Sumário: I – Um acto qualificável como negligência grosseira, no âmbito da utilização de um sistema bancário electrónico de pagamentos, corresponde a um erro imperdoável, a uma desatenção inexplicável, a uma incúria inaceitável, por referência ao comportamento do comum das pessoas, mesmo daquelas que são pouco diligentes.

II – Se um grande número de pessoas, na sua condição de utilizadoras de determinado sistema, é levado a praticar determinado acto nesse sistema, do que resulta o seu próprio prejuízo, tal acto não poderá ser qualificados como negligência grosseira, pois que, então o “homem médio” – referência que terá de integrar também tal elevado número de pessoas – não aparece a rejeitar esse acto por o considerar um erro indesculpável, uma decisão inexplicável, um incúria inaceitável. E isso porquanto tantos o praticam.
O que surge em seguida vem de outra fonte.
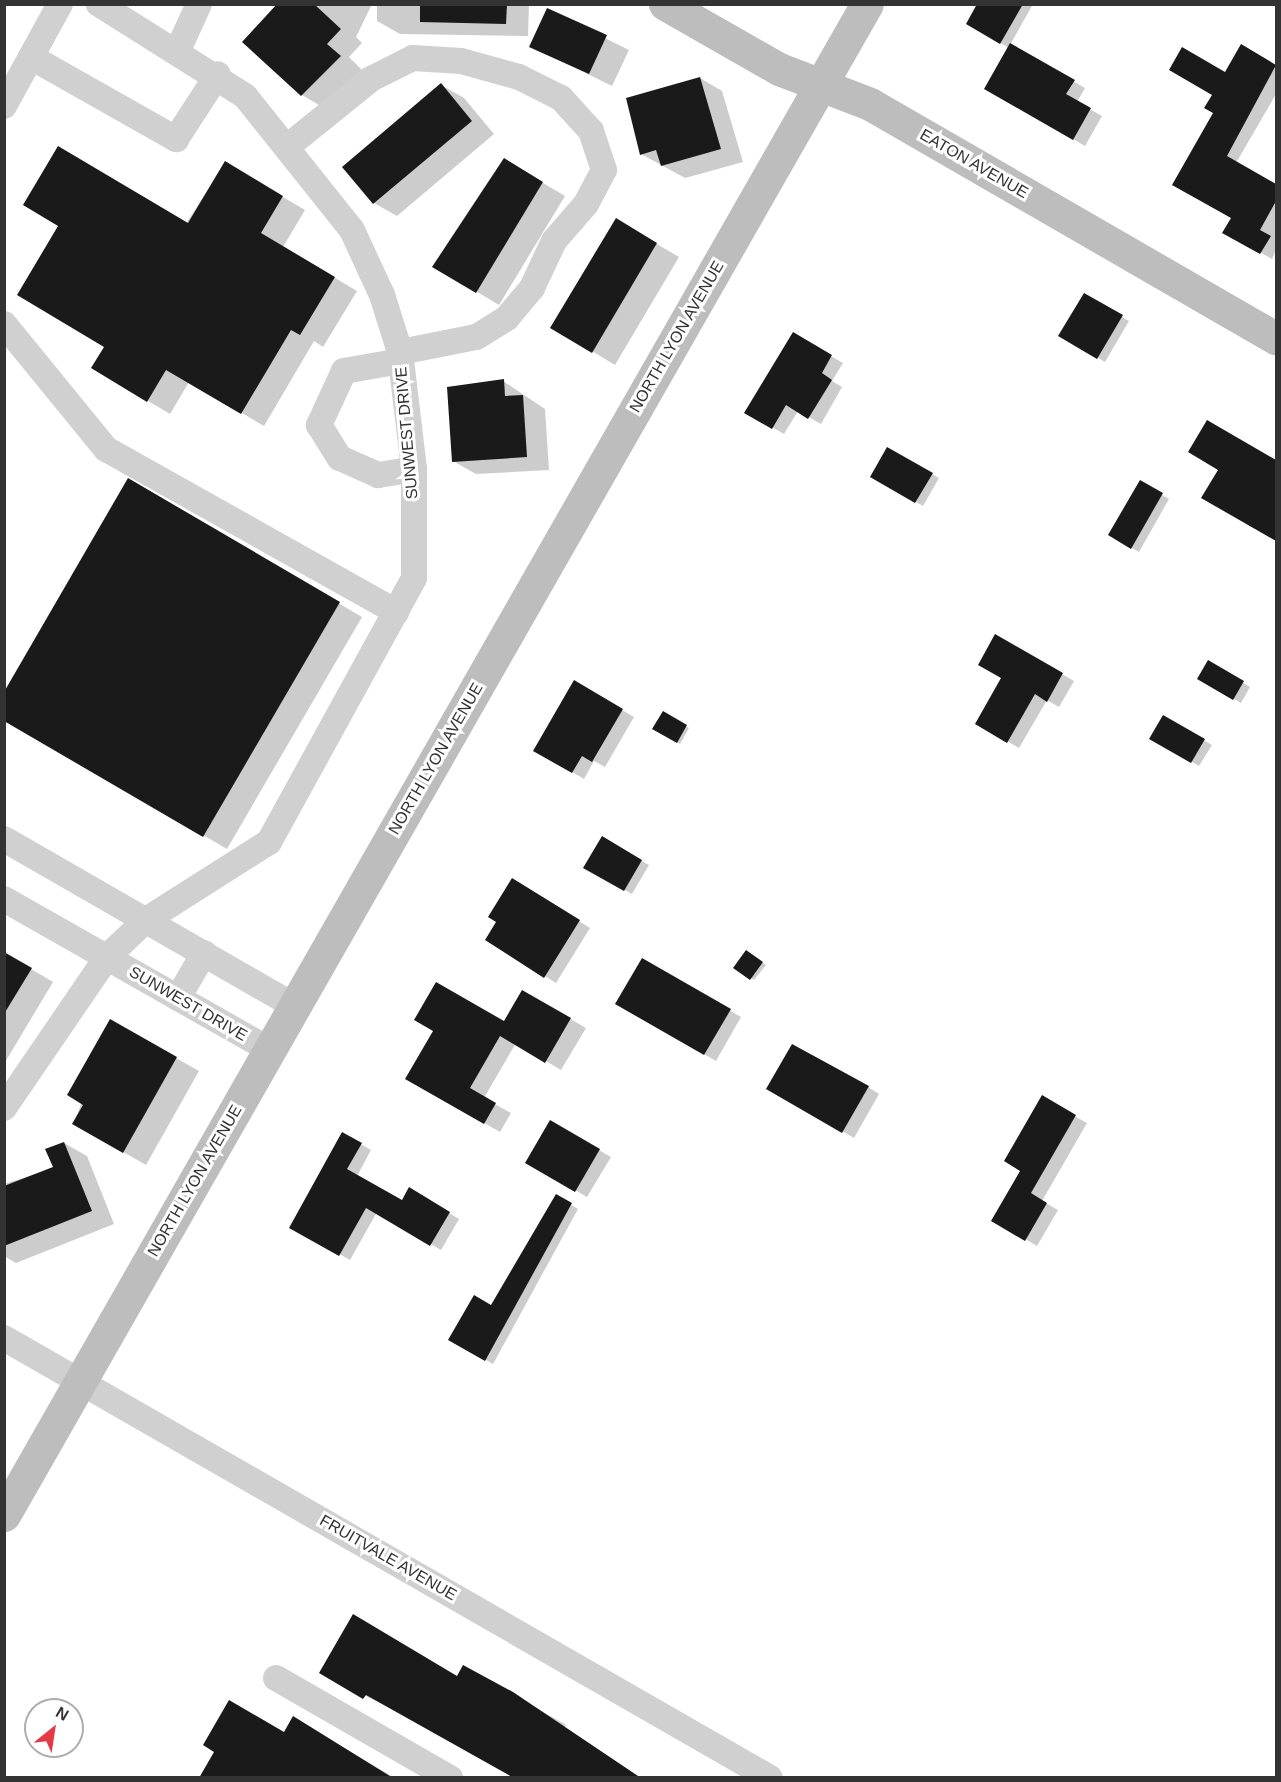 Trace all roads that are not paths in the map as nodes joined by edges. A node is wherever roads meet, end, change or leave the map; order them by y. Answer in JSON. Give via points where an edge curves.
{"nodes":[{"id":1,"x":60,"y":4,"type":"edge"},
{"id":2,"x":99,"y":4,"type":"edge"},
{"id":3,"x":199,"y":4,"type":"edge"},
{"id":4,"x":665,"y":4,"type":"edge"},
{"id":5,"x":867,"y":4,"type":"edge"},
{"id":6,"x":178,"y":50,"type":"junction"},
{"id":7,"x":31,"y":57,"type":"junction"},
{"id":8,"x":218,"y":74,"type":"junction"},
{"id":9,"x":820,"y":86,"type":"junction"},
{"id":10,"x":4,"y":106,"type":"edge"},
{"id":11,"x":287,"y":147,"type":"junction"},
{"id":12,"x":4,"y":324,"type":"edge"},
{"id":13,"x":1276,"y":338,"type":"edge"},
{"id":14,"x":400,"y":356,"type":"junction"},
{"id":15,"x":414,"y":470,"type":"junction"},
{"id":16,"x":396,"y":612,"type":"junction"},
{"id":17,"x":4,"y":839,"type":"edge"},
{"id":18,"x":4,"y":899,"type":"edge"},
{"id":19,"x":146,"y":920,"type":"junction"},
{"id":20,"x":204,"y":953,"type":"junction"},
{"id":21,"x":107,"y":957,"type":"junction"},
{"id":22,"x":178,"y":998,"type":"junction"},
{"id":23,"x":295,"y":1006,"type":"junction"},
{"id":24,"x":270,"y":1050,"type":"junction"},
{"id":25,"x":4,"y":1108,"type":"edge"},
{"id":26,"x":4,"y":1338,"type":"edge"},
{"id":27,"x":80,"y":1381,"type":"junction"},
{"id":28,"x":4,"y":1515,"type":"edge"},
{"id":29,"x":276,"y":1678,"type":"dead end"},
{"id":30,"x":450,"y":1778,"type":"edge"},
{"id":31,"x":771,"y":1778,"type":"edge"}],
"edges":[{"from":1,"to":7,"type":"street"},
{"from":2,"to":6,"type":"street","name":"SUNWEST DRIVE"},
{"from":3,"to":6,"type":"street"},
{"from":4,"to":9,"type":"street","name":"EATON AVENUE"},
{"from":5,"to":9,"type":"street","name":"NORTH LYON AVENUE"},
{"from":6,"to":8,"type":"street","name":"SUNWEST DRIVE"},
{"from":7,"to":8,"type":"street","via":[[176,139]]},
{"from":7,"to":10,"type":"street"},
{"from":8,"to":11,"type":"street","name":"SUNWEST DRIVE","via":[[244,96]]},
{"from":9,"to":13,"type":"street","name":"EATON AVENUE","via":[[870,104]]},
{"from":9,"to":23,"type":"street","name":"NORTH LYON AVENUE"},
{"from":11,"to":14,"type":"street","name":"SUNWEST DRIVE","via":[[352,230],[382,295]]},
{"from":11,"to":14,"type":"street","via":[[371,79],[413,58],[461,61],[519,77],[561,98],[591,130],[604,170],[586,204],[554,241],[526,296],[507,318],[476,337]]},
{"from":12,"to":16,"type":"street","via":[[106,449]]},
{"from":14,"to":15,"type":"street","name":"SUNWEST DRIVE"},
{"from":14,"to":15,"type":"street","via":[[344,371],[319,425],[340,458],[378,475]]},
{"from":15,"to":16,"type":"street","name":"SUNWEST DRIVE","via":[[414,578]]},
{"from":16,"to":19,"type":"street","name":"SUNWEST DRIVE","via":[[268,842]]},
{"from":17,"to":19,"type":"street"},
{"from":18,"to":21,"type":"street"},
{"from":19,"to":20,"type":"street"},
{"from":19,"to":21,"type":"street","name":"SUNWEST DRIVE"},
{"from":20,"to":22,"type":"street"},
{"from":20,"to":23,"type":"street"},
{"from":21,"to":22,"type":"street","name":"SUNWEST DRIVE"},
{"from":21,"to":25,"type":"street","name":"SUNWEST DRIVE"},
{"from":22,"to":24,"type":"street","name":"SUNWEST DRIVE"},
{"from":23,"to":24,"type":"street","name":"NORTH LYON AVENUE"},
{"from":24,"to":27,"type":"street","name":"NORTH LYON AVENUE"},
{"from":26,"to":27,"type":"street","name":"FRUITVALE AVENUE"},
{"from":27,"to":28,"type":"street","name":"NORTH LYON AVENUE"},
{"from":27,"to":31,"type":"street","name":"FRUITVALE AVENUE"},
{"from":29,"to":30,"type":"street"}]}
III – Para que se exclua a classificação de uma conduta como negligência grosseira, apesar de impregnada de descuido, desatenção e incúria intoleráveis, necessário se torna apurar que a mesma é recorrente e danosa junto de um número significativo de utilizadores, o que não se basta com uma alusão genérica a que a utilização do sistema dá azo à ocorrência de situações danosas em quantidade e de tipo indeterminado.

IV – Pode qualificar-se como negligência grosseira a conduta do utilizador de um serviço electrónico de pagamentos que, sob instruções de um desconhecido e a propósito de uma venda que pretendia fazer-lhe, usando o seu cartão multibanco e o respectivo PIN de autenticação, substitui o seu próprio número de telefone associado a tal serviço pelo número de telefone desse desconhecido, em violação das condições de utilização do serviço e ignorando avisos em contrário, com o que permite que esse desconhecido aceda à sua conta bancária, dali levantando dinheiro e fazendo transferência de fundos.